The biggest pitfall? Setting your visibility timeout too short. If your consumer takes 45 seconds to process a message but your timeout is 30 seconds, SQS will proudly re-release that message to another consumer, who will start working on it. Now you’ve got two workers doing the same job. At best, you waste money. At worst, you corrupt data. Measure your 99th percentile processing time and add a healthy buffer.

Dead-Letter Queues: The Message Hospice

Sometimes, a message is just cursed. Maybe it’s malformed, or it references a database record that no longer exists. No matter how many times you try, processing it fails. Without intervention, this message would bounce between your consumers forever, wasting resources and cluttering your metrics.

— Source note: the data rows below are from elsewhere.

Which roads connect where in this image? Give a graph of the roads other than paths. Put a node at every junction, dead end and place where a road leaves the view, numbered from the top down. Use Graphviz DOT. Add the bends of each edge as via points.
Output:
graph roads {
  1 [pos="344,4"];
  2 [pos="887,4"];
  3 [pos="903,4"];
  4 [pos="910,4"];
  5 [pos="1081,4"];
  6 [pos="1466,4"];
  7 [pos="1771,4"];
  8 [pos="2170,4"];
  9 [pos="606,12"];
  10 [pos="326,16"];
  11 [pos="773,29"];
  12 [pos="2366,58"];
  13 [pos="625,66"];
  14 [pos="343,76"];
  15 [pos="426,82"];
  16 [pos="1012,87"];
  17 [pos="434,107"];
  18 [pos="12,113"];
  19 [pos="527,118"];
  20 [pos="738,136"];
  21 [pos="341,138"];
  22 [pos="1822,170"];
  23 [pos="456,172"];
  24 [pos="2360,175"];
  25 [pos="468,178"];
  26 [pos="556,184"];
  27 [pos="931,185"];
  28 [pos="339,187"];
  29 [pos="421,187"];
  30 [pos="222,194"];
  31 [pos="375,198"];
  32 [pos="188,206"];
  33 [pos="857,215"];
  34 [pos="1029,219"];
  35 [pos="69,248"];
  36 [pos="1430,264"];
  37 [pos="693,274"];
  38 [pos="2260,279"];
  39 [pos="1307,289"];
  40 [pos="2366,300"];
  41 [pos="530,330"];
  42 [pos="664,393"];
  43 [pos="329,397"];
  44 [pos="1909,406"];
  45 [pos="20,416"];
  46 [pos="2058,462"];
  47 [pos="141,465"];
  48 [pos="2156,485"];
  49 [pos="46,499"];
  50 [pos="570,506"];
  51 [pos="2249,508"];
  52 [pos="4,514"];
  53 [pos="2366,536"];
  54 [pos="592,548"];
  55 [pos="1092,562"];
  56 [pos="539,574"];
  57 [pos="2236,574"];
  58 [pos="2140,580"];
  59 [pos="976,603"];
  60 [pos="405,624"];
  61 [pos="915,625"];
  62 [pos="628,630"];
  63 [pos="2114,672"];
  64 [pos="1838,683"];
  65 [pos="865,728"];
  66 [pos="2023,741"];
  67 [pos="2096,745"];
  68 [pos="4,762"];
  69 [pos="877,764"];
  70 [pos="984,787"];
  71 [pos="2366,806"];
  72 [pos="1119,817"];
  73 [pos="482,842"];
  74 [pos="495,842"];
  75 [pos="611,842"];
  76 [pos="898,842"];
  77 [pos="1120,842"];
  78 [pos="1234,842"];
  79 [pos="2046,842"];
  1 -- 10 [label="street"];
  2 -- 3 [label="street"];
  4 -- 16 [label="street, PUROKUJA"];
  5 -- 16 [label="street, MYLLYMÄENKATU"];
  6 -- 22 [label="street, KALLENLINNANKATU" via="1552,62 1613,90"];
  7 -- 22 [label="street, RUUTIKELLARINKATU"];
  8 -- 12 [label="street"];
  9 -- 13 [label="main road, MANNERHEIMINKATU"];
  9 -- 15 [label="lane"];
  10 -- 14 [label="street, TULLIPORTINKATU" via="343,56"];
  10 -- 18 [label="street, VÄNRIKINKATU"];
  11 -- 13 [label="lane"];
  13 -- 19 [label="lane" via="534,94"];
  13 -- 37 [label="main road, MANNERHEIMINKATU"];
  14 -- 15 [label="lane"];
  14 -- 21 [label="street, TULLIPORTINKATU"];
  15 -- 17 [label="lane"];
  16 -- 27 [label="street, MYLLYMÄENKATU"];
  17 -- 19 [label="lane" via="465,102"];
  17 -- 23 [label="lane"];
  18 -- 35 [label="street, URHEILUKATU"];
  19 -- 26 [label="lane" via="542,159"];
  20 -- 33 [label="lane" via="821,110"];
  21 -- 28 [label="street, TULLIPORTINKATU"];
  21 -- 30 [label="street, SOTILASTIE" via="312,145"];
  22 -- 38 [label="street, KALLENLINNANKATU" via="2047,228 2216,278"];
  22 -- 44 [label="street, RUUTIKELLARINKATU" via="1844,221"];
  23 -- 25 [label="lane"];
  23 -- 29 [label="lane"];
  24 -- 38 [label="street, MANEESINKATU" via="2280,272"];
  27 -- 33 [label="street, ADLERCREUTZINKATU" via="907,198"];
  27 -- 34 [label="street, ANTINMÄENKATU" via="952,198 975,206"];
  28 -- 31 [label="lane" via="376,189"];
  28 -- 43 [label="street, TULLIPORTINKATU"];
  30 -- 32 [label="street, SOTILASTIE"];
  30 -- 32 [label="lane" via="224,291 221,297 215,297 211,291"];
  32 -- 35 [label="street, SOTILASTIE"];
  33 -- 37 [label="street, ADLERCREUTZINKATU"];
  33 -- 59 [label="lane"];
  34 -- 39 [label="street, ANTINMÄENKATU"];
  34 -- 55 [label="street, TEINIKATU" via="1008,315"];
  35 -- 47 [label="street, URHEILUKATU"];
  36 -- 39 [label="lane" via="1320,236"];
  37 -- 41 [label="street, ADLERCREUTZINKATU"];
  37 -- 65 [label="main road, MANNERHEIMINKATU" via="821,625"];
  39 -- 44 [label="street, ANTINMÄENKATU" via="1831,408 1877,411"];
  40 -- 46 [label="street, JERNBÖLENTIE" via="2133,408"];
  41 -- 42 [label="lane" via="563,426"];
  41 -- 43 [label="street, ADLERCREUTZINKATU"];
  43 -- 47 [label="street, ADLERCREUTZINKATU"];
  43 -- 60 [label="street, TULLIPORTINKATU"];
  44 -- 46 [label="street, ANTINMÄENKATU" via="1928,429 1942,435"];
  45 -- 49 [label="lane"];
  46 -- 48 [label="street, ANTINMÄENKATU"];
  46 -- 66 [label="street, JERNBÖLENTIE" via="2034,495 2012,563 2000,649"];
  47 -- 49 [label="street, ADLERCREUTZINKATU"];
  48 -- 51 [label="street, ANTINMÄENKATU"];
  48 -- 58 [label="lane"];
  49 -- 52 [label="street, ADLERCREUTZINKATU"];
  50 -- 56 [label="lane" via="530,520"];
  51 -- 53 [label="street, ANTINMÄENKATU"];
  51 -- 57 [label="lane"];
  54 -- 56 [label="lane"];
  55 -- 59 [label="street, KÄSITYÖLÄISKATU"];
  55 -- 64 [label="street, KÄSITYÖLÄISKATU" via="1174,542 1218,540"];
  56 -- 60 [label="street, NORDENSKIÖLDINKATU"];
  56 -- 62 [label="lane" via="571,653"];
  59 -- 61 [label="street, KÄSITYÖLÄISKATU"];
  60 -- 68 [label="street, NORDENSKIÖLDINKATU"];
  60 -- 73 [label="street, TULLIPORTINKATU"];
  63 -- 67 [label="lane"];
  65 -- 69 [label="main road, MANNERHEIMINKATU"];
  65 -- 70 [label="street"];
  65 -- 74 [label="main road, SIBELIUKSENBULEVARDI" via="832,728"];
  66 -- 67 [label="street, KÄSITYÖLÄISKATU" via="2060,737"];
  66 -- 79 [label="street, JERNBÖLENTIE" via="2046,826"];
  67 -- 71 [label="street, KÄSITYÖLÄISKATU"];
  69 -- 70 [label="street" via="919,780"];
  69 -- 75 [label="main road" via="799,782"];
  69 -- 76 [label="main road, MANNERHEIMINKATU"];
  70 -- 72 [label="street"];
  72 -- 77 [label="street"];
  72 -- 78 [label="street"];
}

Enter the Dead-Letter Queue (DLQ). A DLQ is just a totally normal SQS queue that you designate to act as a hospice for these terminally ill messages. You define a redrive policy on your main queue (the source queue) that says: “If a message fails to be processed (i.e., is received) more than maxReceiveCount times, please move it to this other queue.”

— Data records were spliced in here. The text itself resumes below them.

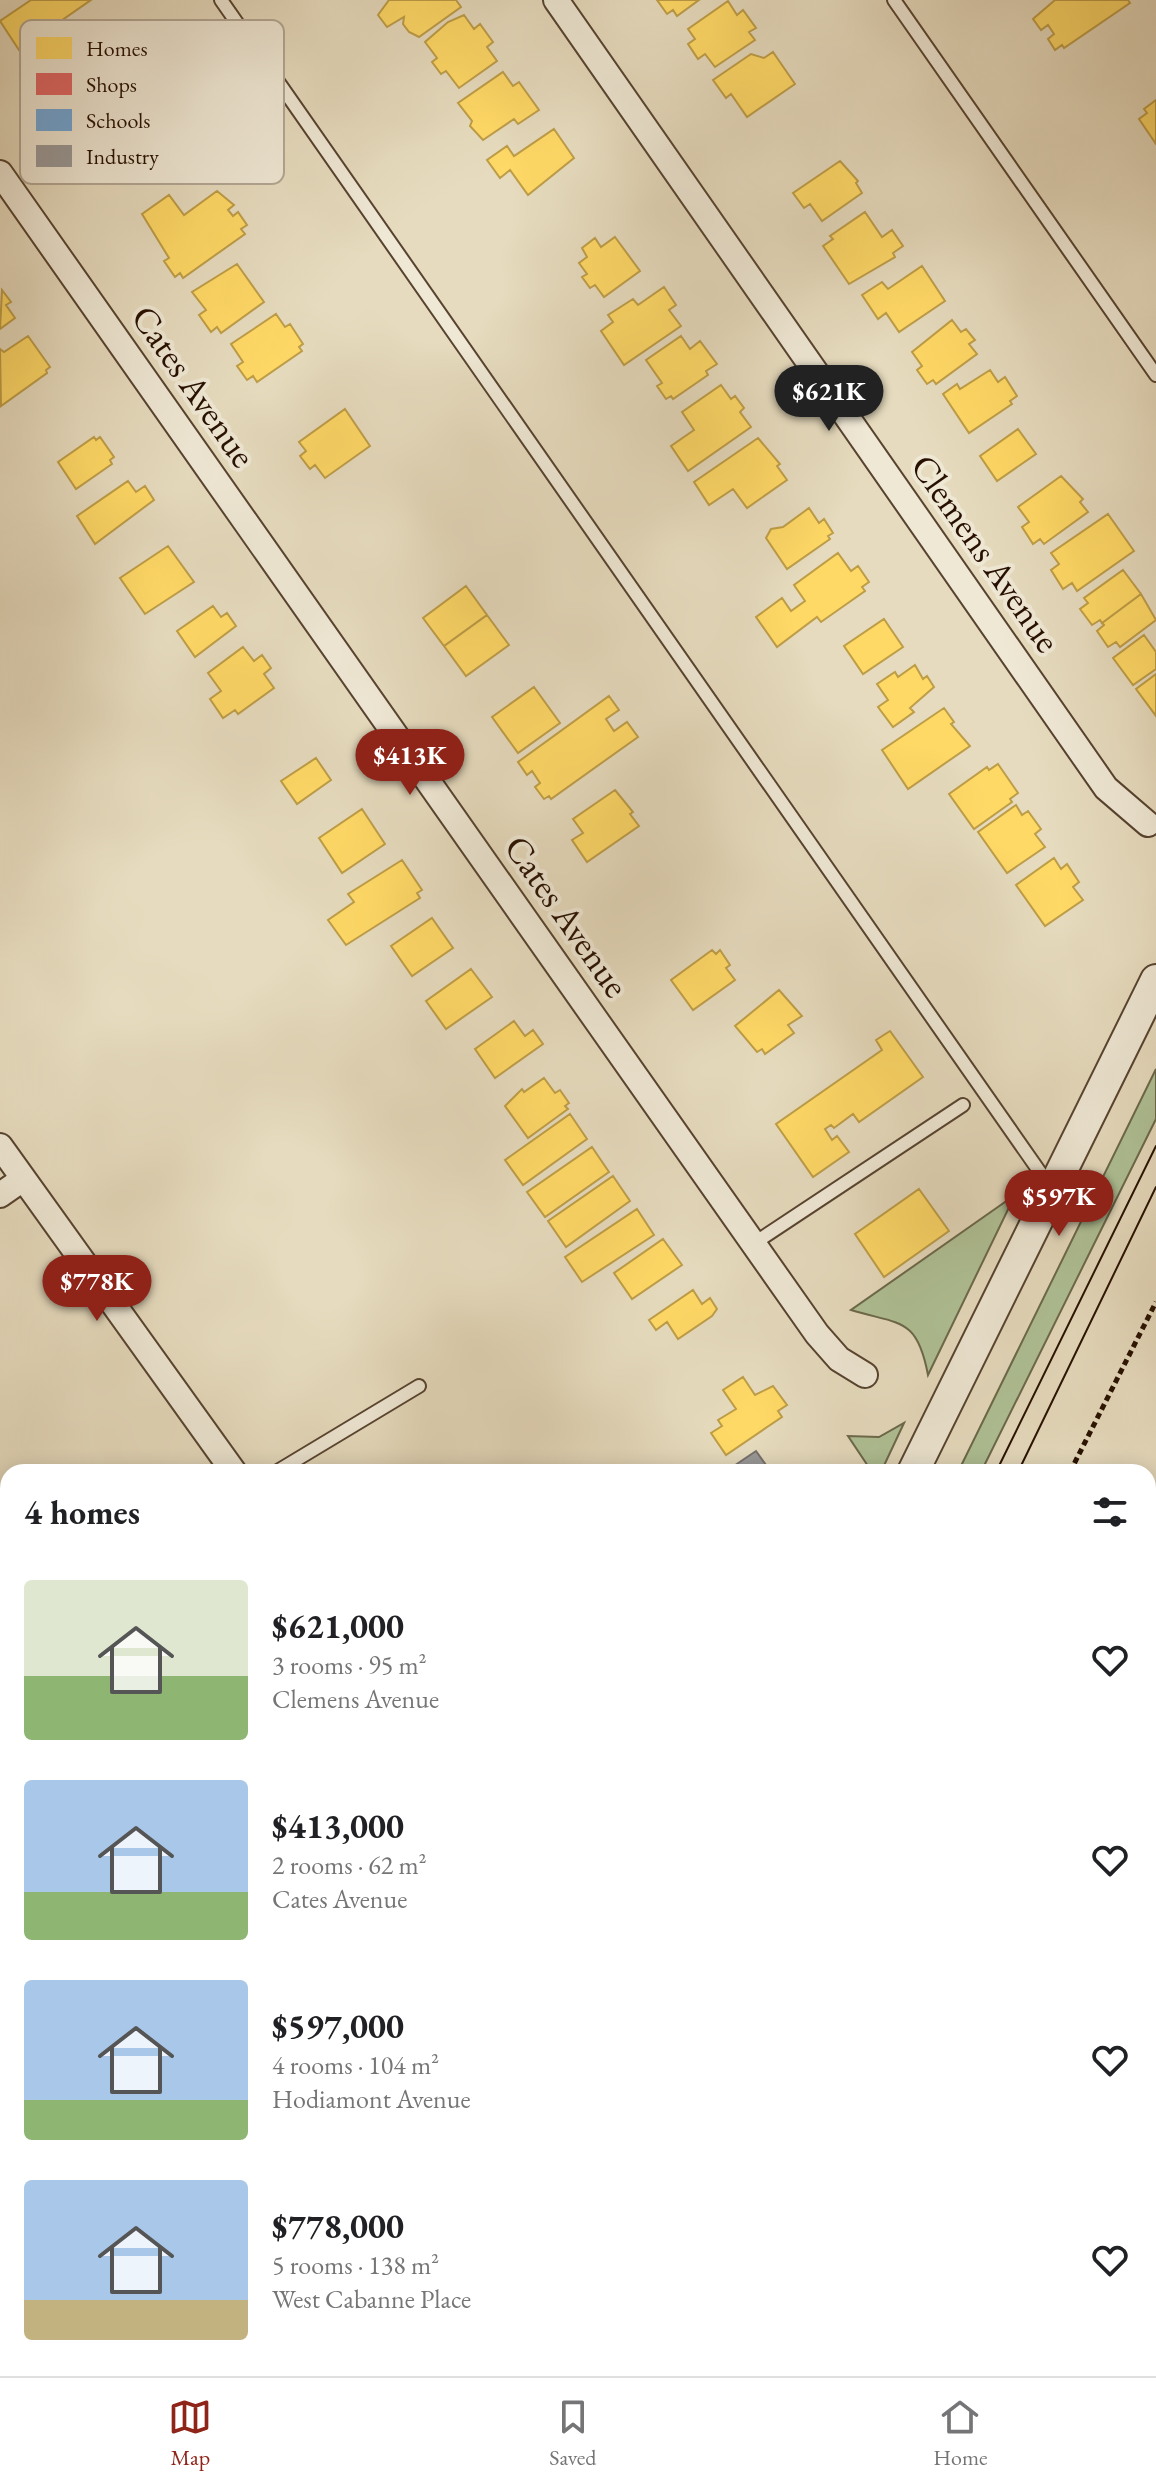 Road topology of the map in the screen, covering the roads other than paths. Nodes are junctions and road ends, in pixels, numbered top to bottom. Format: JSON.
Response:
{"nodes":[{"id":1,"x":221,"y":0,"type":"edge"},
{"id":2,"x":556,"y":0,"type":"edge"},
{"id":3,"x":894,"y":0,"type":"edge"},
{"id":4,"x":235,"y":20,"type":"edge"},
{"id":5,"x":284,"y":90,"type":"edge"},
{"id":6,"x":0,"y":173,"type":"edge"},
{"id":7,"x":1156,"y":375,"type":"edge"},
{"id":8,"x":1148,"y":824,"type":"dead end"},
{"id":9,"x":1156,"y":980,"type":"edge"},
{"id":10,"x":963,"y":1105,"type":"dead end"},
{"id":11,"x":0,"y":1146,"type":"edge"},
{"id":12,"x":23,"y":1179,"type":"junction"},
{"id":13,"x":1052,"y":1190,"type":"junction"},
{"id":14,"x":0,"y":1195,"type":"edge"},
{"id":15,"x":753,"y":1244,"type":"junction"},
{"id":16,"x":865,"y":1375,"type":"dead end"},
{"id":17,"x":419,"y":1386,"type":"dead end"},
{"id":18,"x":228,"y":1464,"type":"edge"},
{"id":19,"x":289,"y":1464,"type":"edge"},
{"id":20,"x":917,"y":1464,"type":"edge"}],
"edges":[{"from":1,"to":4,"type":"lane"},
{"from":2,"to":8,"type":"street","name":"Clemens Avenue"},
{"from":3,"to":7,"type":"lane"},
{"from":5,"to":13,"type":"lane"},
{"from":6,"to":15,"type":"street","name":"Cates Avenue"},
{"from":9,"to":13,"type":"street"},
{"from":10,"to":15,"type":"lane"},
{"from":11,"to":12,"type":"street"},
{"from":12,"to":14,"type":"street"},
{"from":12,"to":18,"type":"street"},
{"from":13,"to":20,"type":"street"},
{"from":15,"to":16,"type":"street","name":"Cates Avenue"},
{"from":17,"to":19,"type":"lane"}]}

This is arguably one of the best sanity-preserving features in AWS. It isolates the bad messages so your main queue can keep humming along. You can then have a separate, low-bandwidth process to inspect the DLQ, figure out why the messages are failing, and fix the issue at the source.

# This is infrastructure code (e.g., CloudFormation, Terraform), not runtime code.
# You're defining the queue properties.

SourceQueue:
  Type: AWS::SQS::Queue
  Properties:
    QueueName: MySourceQueue
    RedrivePolicy:
      deadLetterTargetArn: !GetAtt MyDLQ.Arn
      maxReceiveCount: 3 # After 3 tries, send it to the hospice.

MyDLQ:
  Type: AWS::SQS::Queue
  Properties:
    QueueName: MyDLQ

The best practice here is simple: ALWAYS USE A DLQ. No excuses. Set the maxReceiveCount to 3 or 5. It’s your canary that tells you when something is deeply wrong with your message producer or your consumer logic.

Long Polling: Stop Burning Money and CPU

By default, when you ask SQS for messages (ReceiveMessage call), it performs a short poll. It checks a subset of its servers (not all of them) and returns immediately, even if the queue is empty. This is why you sometimes get empty responses. If you’re constantly polling an empty queue, you’re making countless API calls for no reason, burning CPU cycles, and driving up your AWS bill for the privilege of getting nothing done.

Long polling fixes this idiocy. You set a WaitTimeSeconds parameter of up to 20 seconds. When you do this, you’re telling SQS: “Hey, I’m willing to wait. If there are no messages right now, don’t immediately come back empty-handed. Hold the connection open for up to 20 seconds and only return something if a message actually arrives in that time.”

This does two brilliant things:

It drastically reduces the number of empty ReceiveMessage calls you make, saving you money.
It reduces latency. The message is delivered to your consumer almost immediately after it’s sent, instead of having to wait for your next short poll.

There is literally no downside. Always use long polling. It’s one of the easiest performance optimizations you’ll ever make.

# The right way to ask for messages. Be patient.

response = sqs.receive_message(
    QueueUrl=queue_url,
    MaxNumberOfMessages=10, # Get up to 10 at a time for efficiency
    WaitTimeSeconds=20,     # IMPORTANT: Enable long polling
    VisibilityTimeout=30    # Set your sensible visibility timeout
)

# Your code will wait here for up to 20 sec for messages to appear.
if 'Messages' in response:
    for msg in response['Messages']:
        # do work

The only “gotcha” is that your application needs to be built to hold a connection open for this period. For most modern applications, this is a non-issue. If you’re using Lambda, just make sure your function timeout is longer than your WaitTimeSeconds.